▸ Exercise details
From the entries, copy out every line in which the word "lane" is found.

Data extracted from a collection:
+++

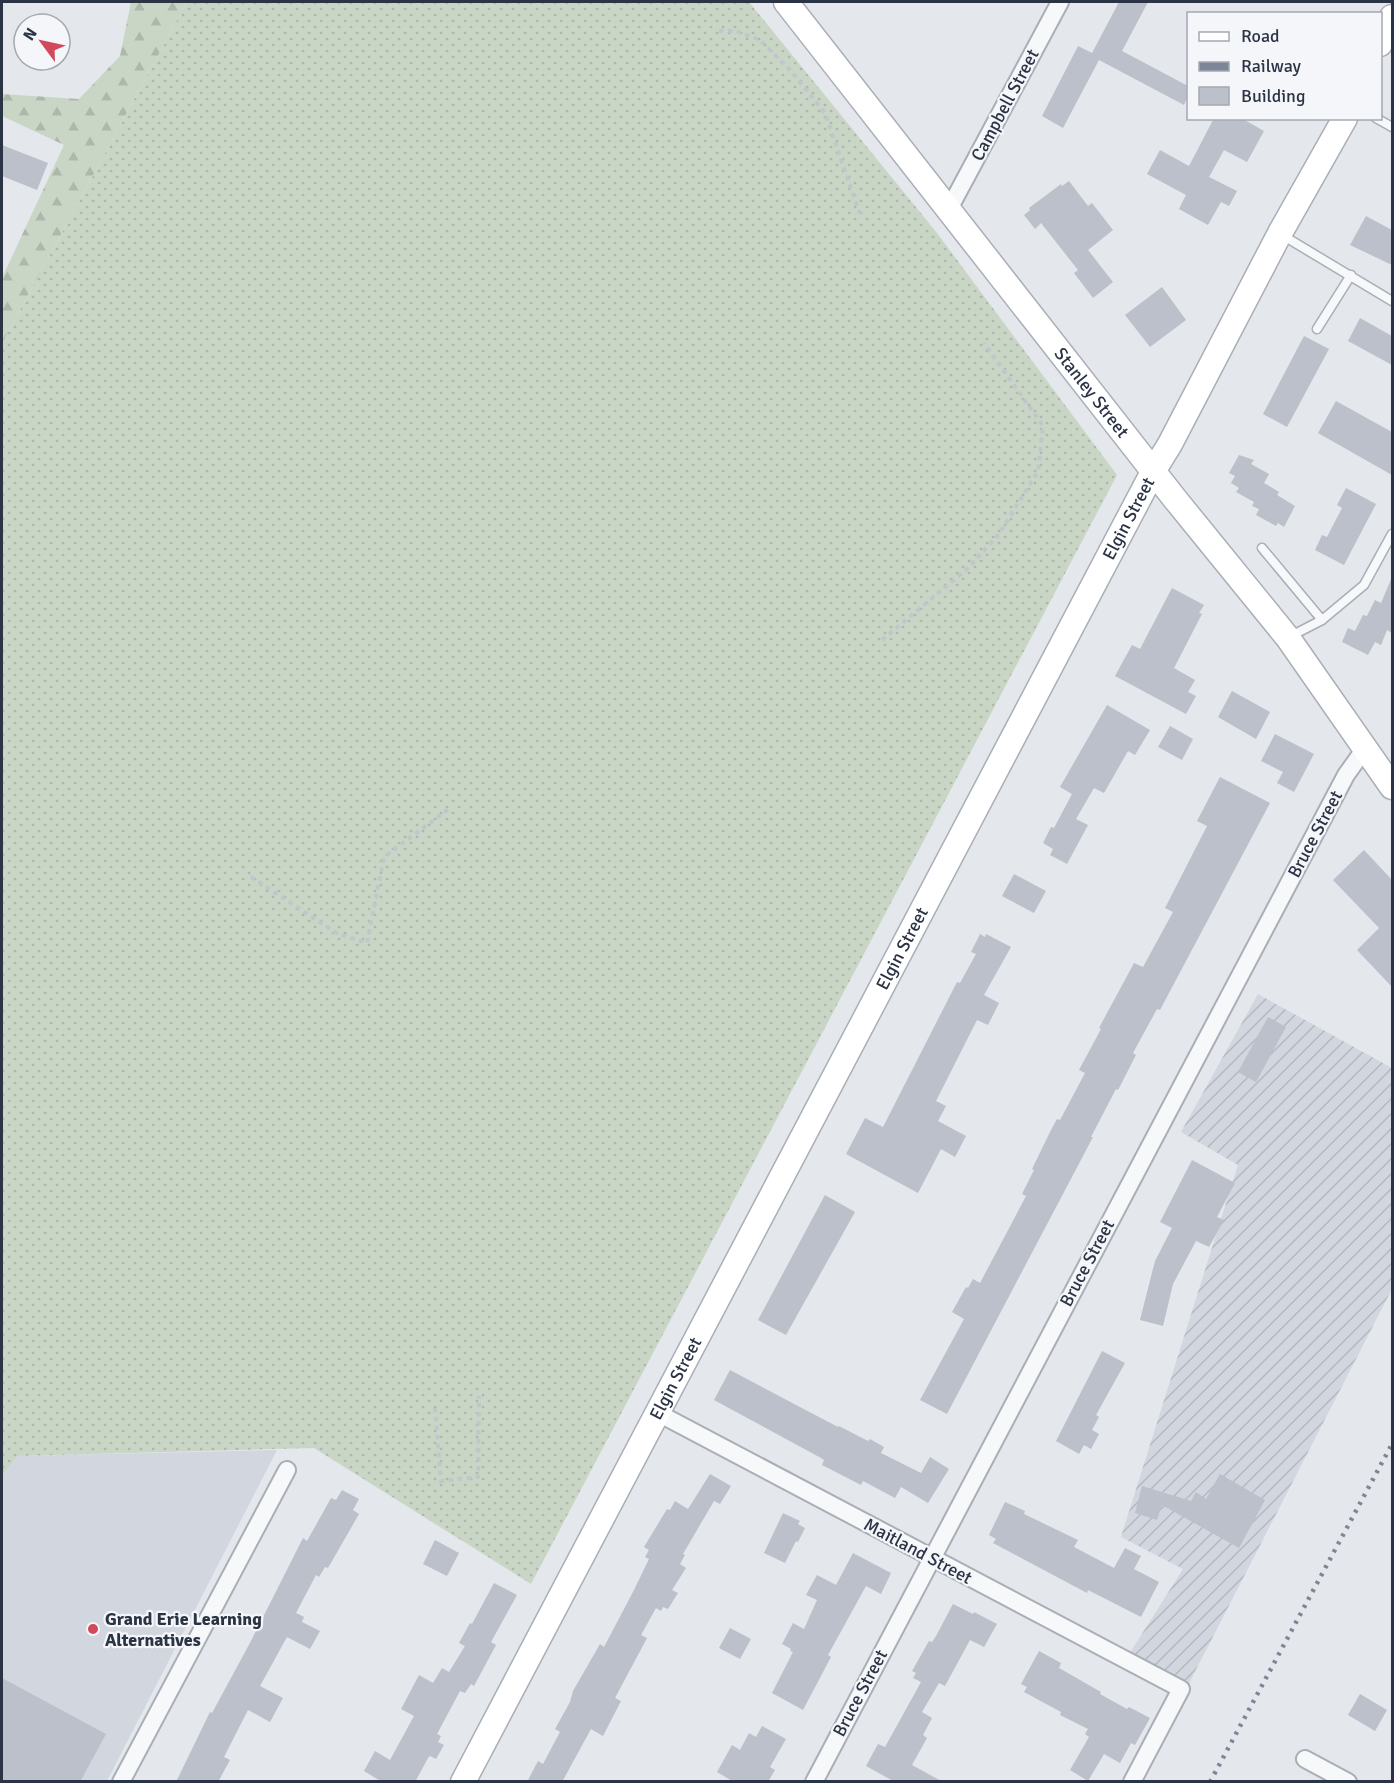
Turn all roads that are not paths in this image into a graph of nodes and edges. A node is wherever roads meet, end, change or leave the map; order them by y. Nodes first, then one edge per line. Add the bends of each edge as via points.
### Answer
1 (786, 2) edge
2 (1060, 2) edge
3 (1392, 17) edge
4 (1382, 40) edge
5 (1344, 120) edge
6 (949, 209) junction
7 (1280, 233) junction
8 (1351, 275) junction
9 (1392, 301) edge
10 (1317, 329) dead end
11 (1154, 470) junction
12 (1392, 535) edge
13 (1262, 548) dead end
14 (1322, 620) junction
15 (1288, 638) junction
16 (1366, 747) junction
17 (1389, 776) edge
18 (656, 1412) junction
19 (287, 1470) dead end
20 (931, 1558) junction
21 (1305, 1759) dead end
22 (121, 1782) edge
23 (463, 1782) edge
24 (814, 1782) edge
25 (1132, 1782) edge
26 (1348, 1782) edge

1 - 6 main road, Stanley Street
2 - 6 street, Campbell Street
3 - 4 main road
5 - 7 main road, Elgin Street
6 - 11 main road, Stanley Street
7 - 8 lane
7 - 11 main road, Elgin Street
8 - 9 lane
8 - 10 lane
11 - 15 main road, Stanley Street
11 - 18 main road, Elgin Street
12 - 14 lane via 1364,585
13 - 14 lane
14 - 15 lane
15 - 16 main road, Stanley Street
16 - 17 main road, Stanley Street
16 - 20 street, Bruce Street via 1346,776
18 - 20 street, Maitland Street
18 - 23 main road, Elgin Street
19 - 22 street
20 - 24 street, Bruce Street
20 - 25 street, Maitland Street via 1180,1689
21 - 26 street

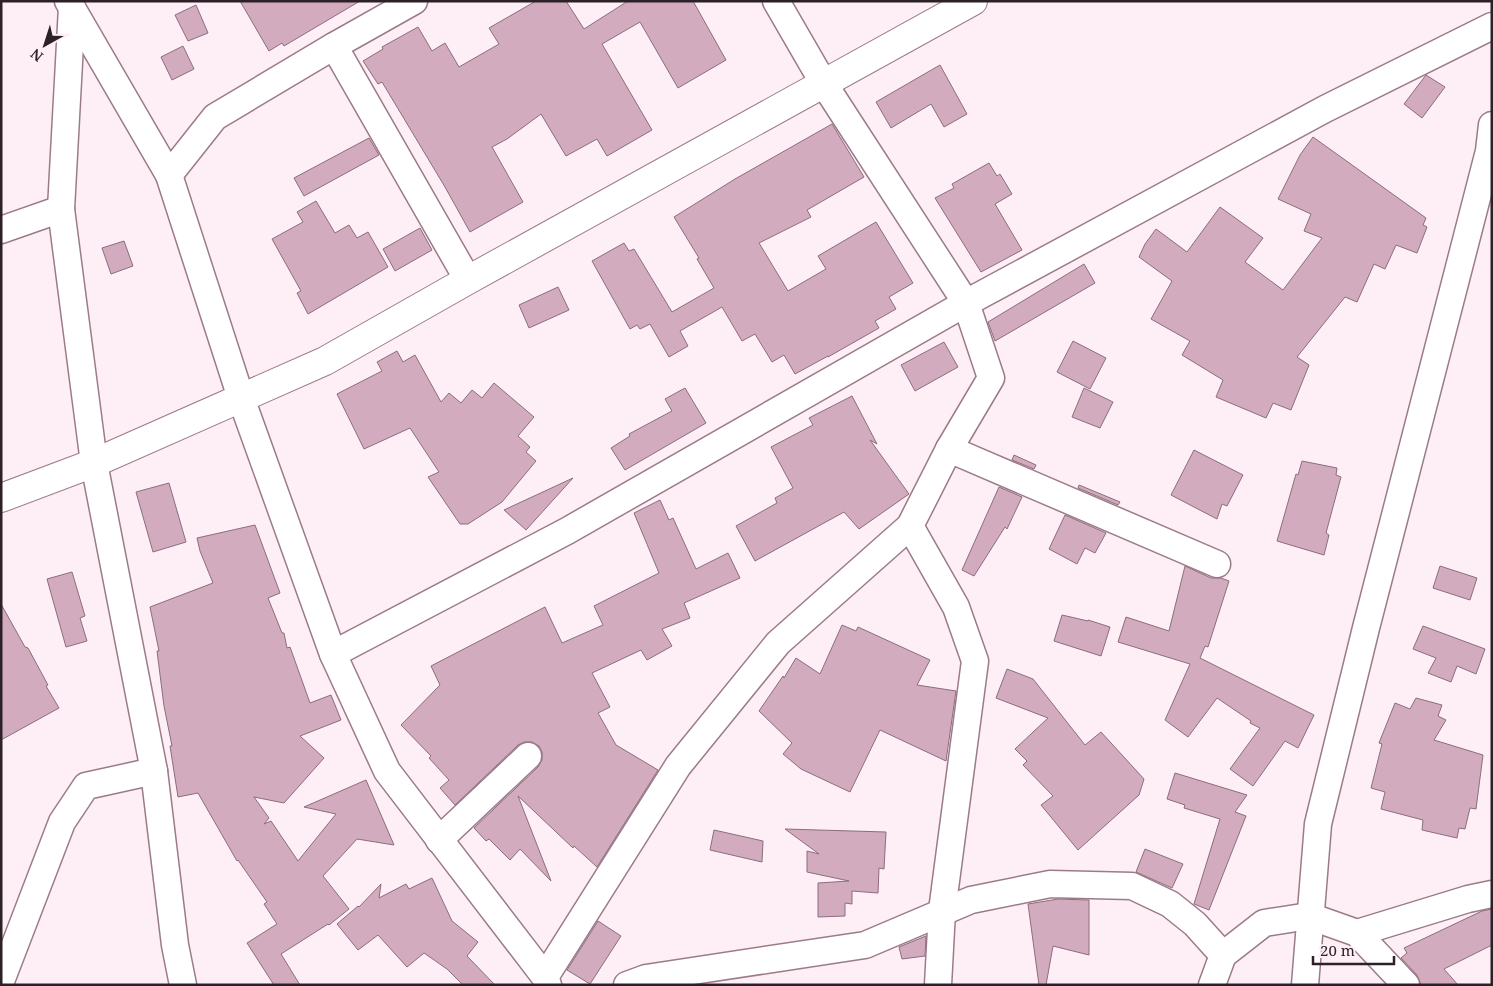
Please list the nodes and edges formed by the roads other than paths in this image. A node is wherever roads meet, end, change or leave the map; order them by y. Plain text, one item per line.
1 (414, 1) edge
2 (776, 1) edge
3 (973, 1) edge
4 (70, 4) edge
5 (1492, 26) edge
6 (334, 46) junction
7 (824, 84) junction
8 (1492, 126) edge
9 (169, 175) junction
10 (61, 209) junction
11 (1, 230) edge
12 (468, 280) junction
13 (966, 303) junction
14 (241, 398) junction
15 (949, 449) junction
16 (94, 463) junction
17 (1, 498) edge
18 (910, 526) junction
19 (1217, 564) dead end
20 (332, 654) junction
21 (528, 756) dead end
22 (154, 771) junction
23 (439, 840) junction
24 (1492, 894) edge
25 (942, 911) junction
26 (1310, 916) junction
27 (1357, 933) junction
28 (1223, 955) junction
29 (2, 977) edge
30 (547, 981) edge
31 (183, 985) edge
32 (627, 985) edge
33 (938, 985) edge
34 (1212, 985) edge
35 (1305, 985) edge
36 (1406, 985) edge

1 - 6 street
2 - 7 street
3 - 7 street
4 - 9 street
4 - 10 street
5 - 13 street
6 - 9 street
6 - 12 street
7 - 12 street
7 - 13 street
8 - 26 street
9 - 14 street
10 - 11 street
10 - 16 street
12 - 14 street
13 - 15 street
13 - 20 street
14 - 16 street
14 - 20 street
15 - 18 street
15 - 19 street
16 - 17 street
16 - 22 street
18 - 25 street
18 - 30 street
20 - 23 street
21 - 23 street
22 - 29 street
22 - 31 street
23 - 30 street
24 - 27 street
25 - 28 street
25 - 32 street
25 - 33 street
26 - 27 street
26 - 28 street
26 - 35 street
27 - 36 street
28 - 34 street

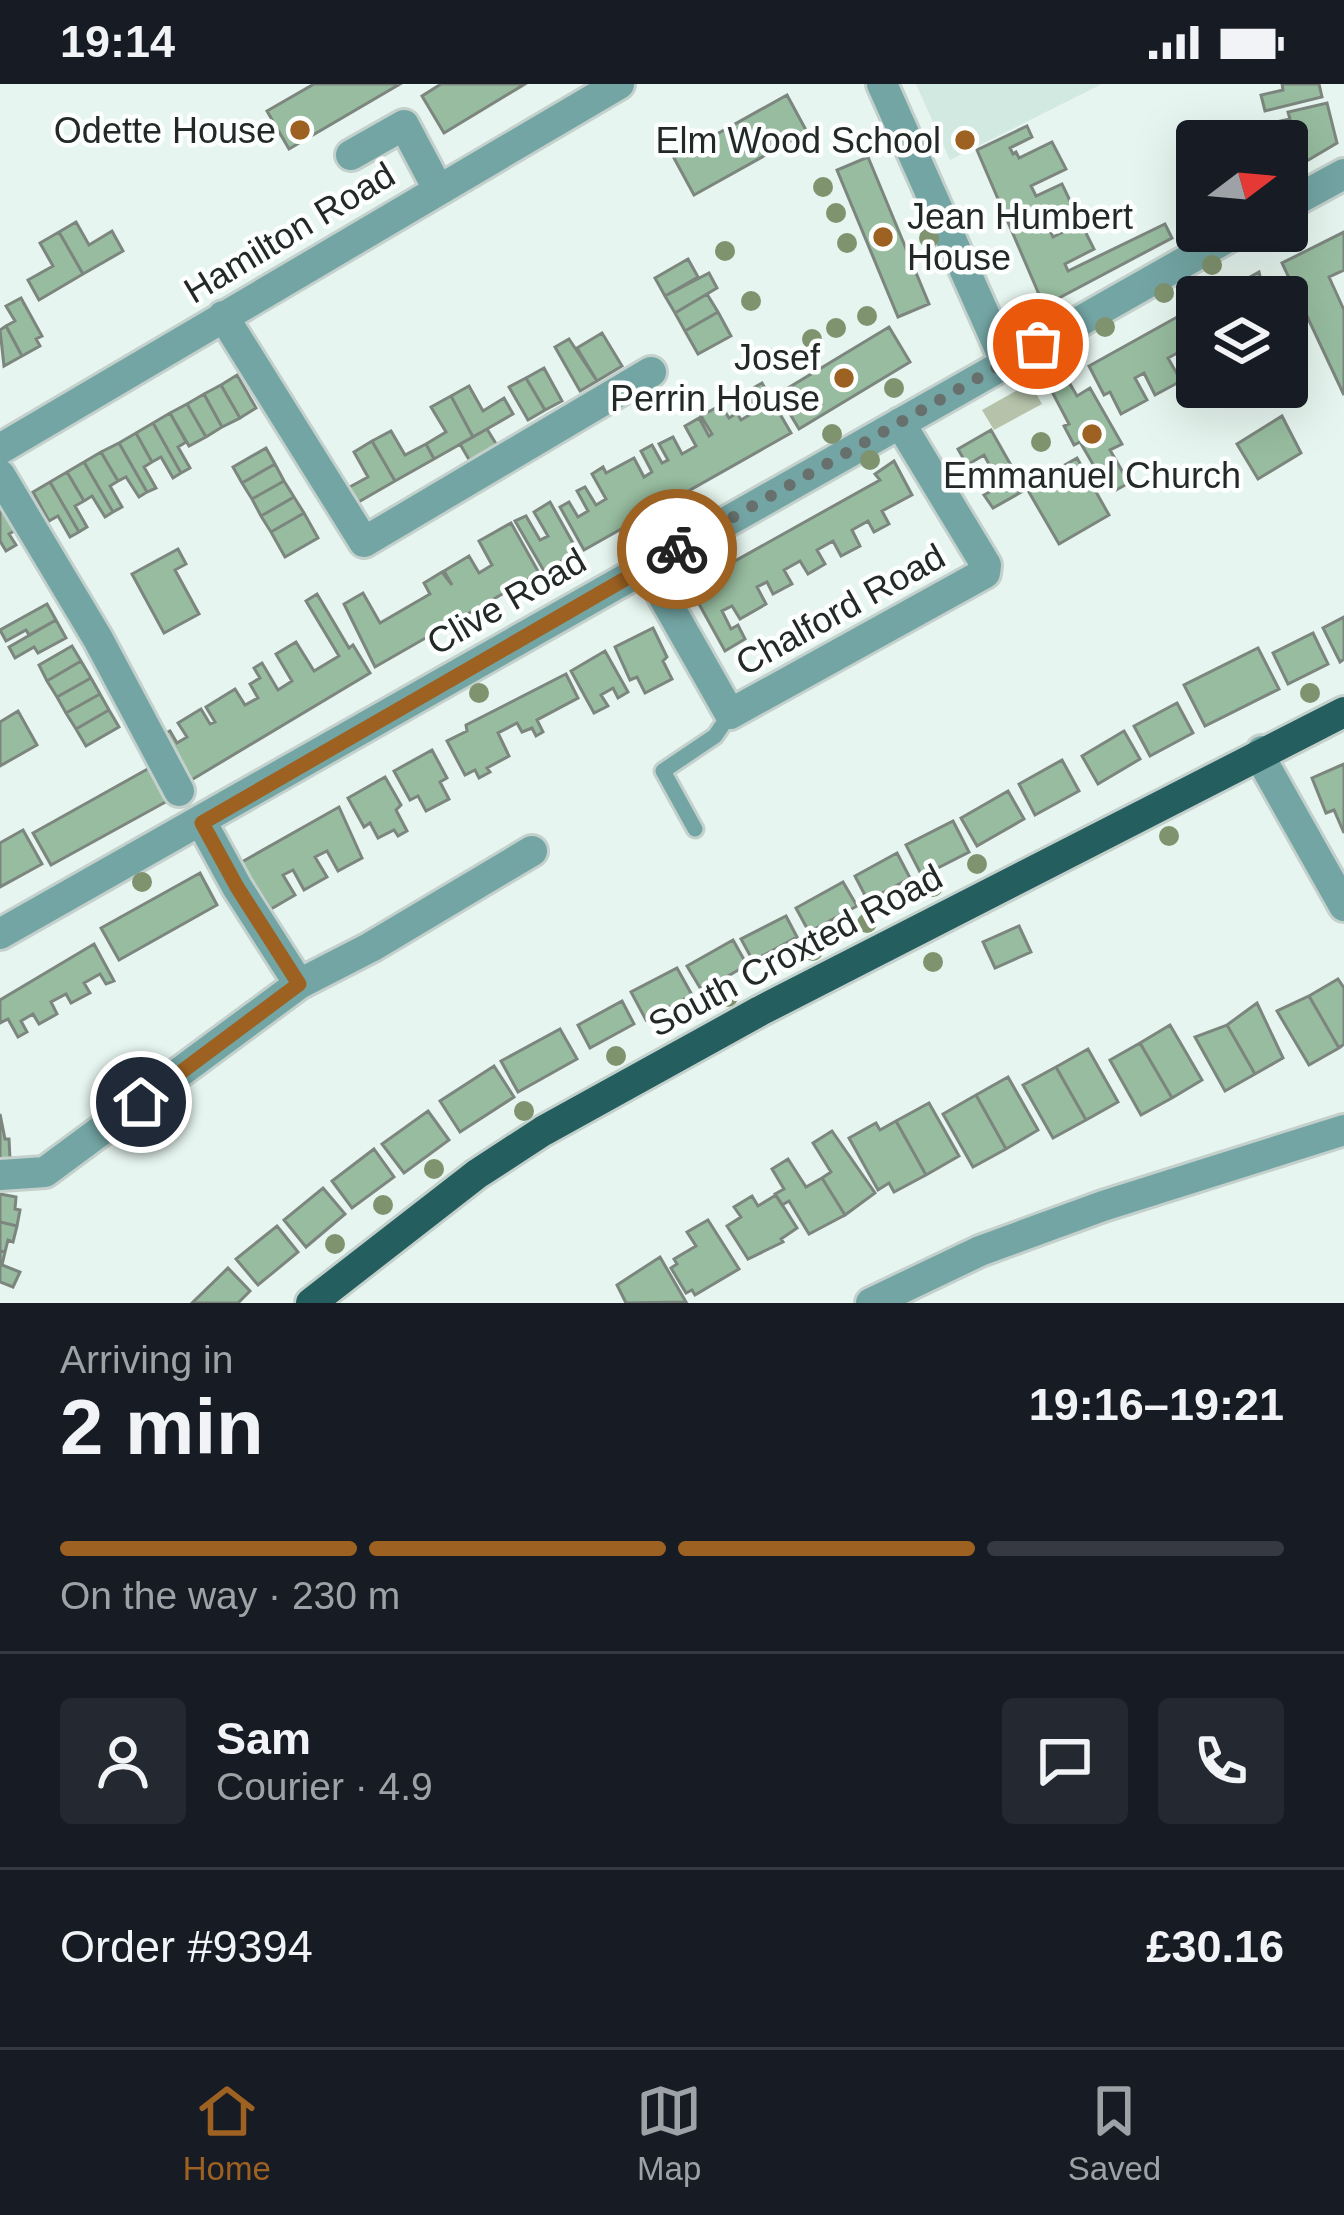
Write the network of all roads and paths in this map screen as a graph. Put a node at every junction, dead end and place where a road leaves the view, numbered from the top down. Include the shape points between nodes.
1 (619, 84) edge
2 (882, 84) edge
3 (351, 155) dead end
4 (1344, 174) edge
5 (439, 189) junction
6 (1308, 194) edge
7 (1203, 252) edge
8 (224, 316) junction
9 (1006, 363) junction
10 (651, 372) dead end
11 (900, 423) junction
12 (0, 449) edge
13 (0, 475) edge
14 (646, 566) junction
15 (1344, 712) edge
16 (730, 714) junction
17 (1262, 751) junction
18 (178, 791) joint
19 (202, 823) junction
20 (695, 829) dead end
21 (532, 851) dead end
22 (1344, 906) edge
23 (0, 934) edge
24 (299, 984) junction
25 (1344, 1130) edge
26 (0, 1175) edge
27 (311, 1303) edge
28 (871, 1303) edge

1 - 5 street, Hamilton Road
2 - 9 street
3 - 5 street via 404,125
4 - 6 street
5 - 8 street, Hamilton Road
7 - 9 street, Clive Road
8 - 10 street via 364,542
8 - 12 street, Hamilton Road
9 - 11 street, Clive Road
11 - 14 street, Clive Road
11 - 16 street, Chalford Road via 985,573
13 - 18 street
14 - 16 street, Chalford Road
14 - 19 street, Clive Road
15 - 17 main road, South Croxted Road
16 - 20 lane via 715,736 663,771
17 - 22 street
17 - 27 main road, South Croxted Road via 543,1131
18 - 19 lane
19 - 23 street, Clive Road
19 - 24 street
21 - 24 street
24 - 26 street via 45,1172
25 - 28 street via 1081,1214

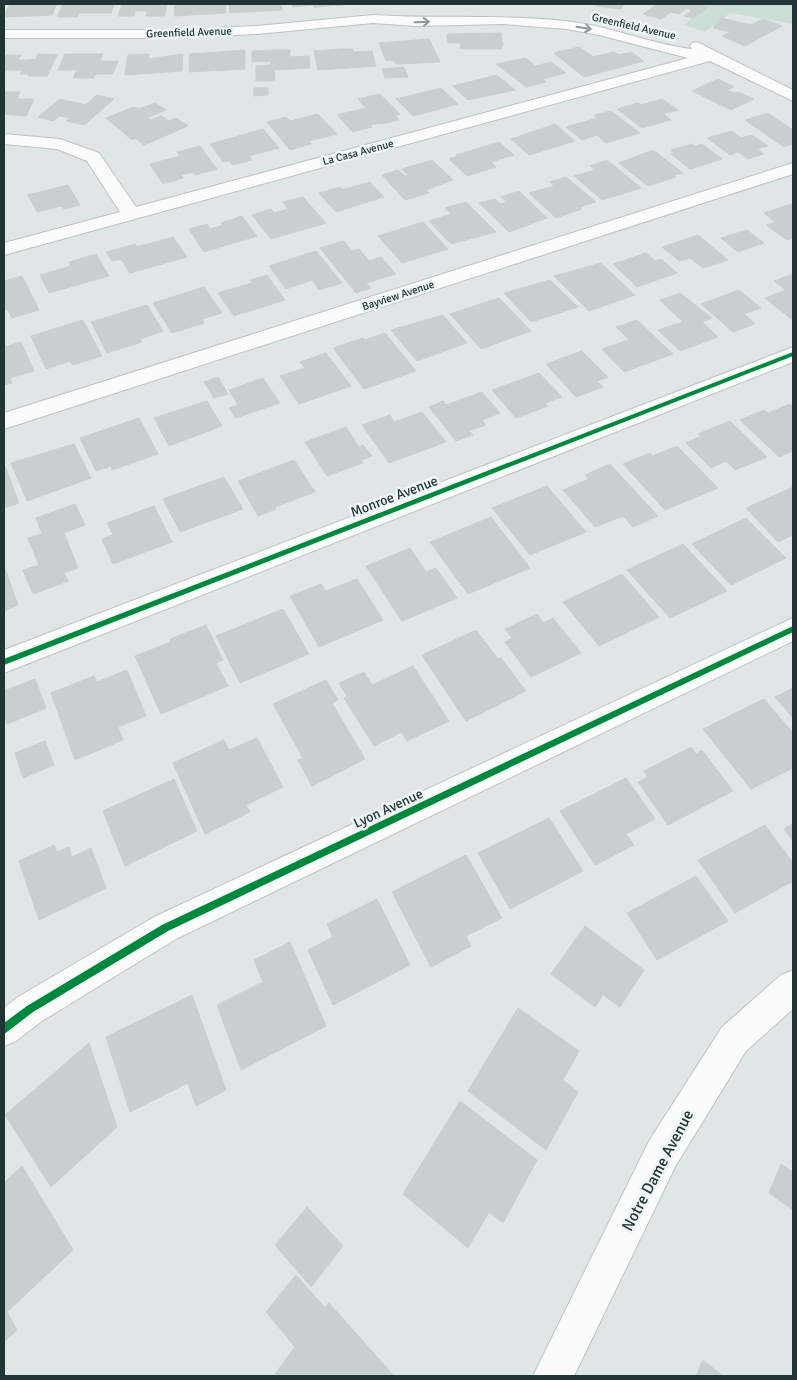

+++

▸ Exercise output
7 - 8 lane
8 - 9 lane
8 - 10 lane
12 - 14 lane via 1364,585
13 - 14 lane
14 - 15 lane
16 - 20 lane via 715,736 663,771
18 - 19 lane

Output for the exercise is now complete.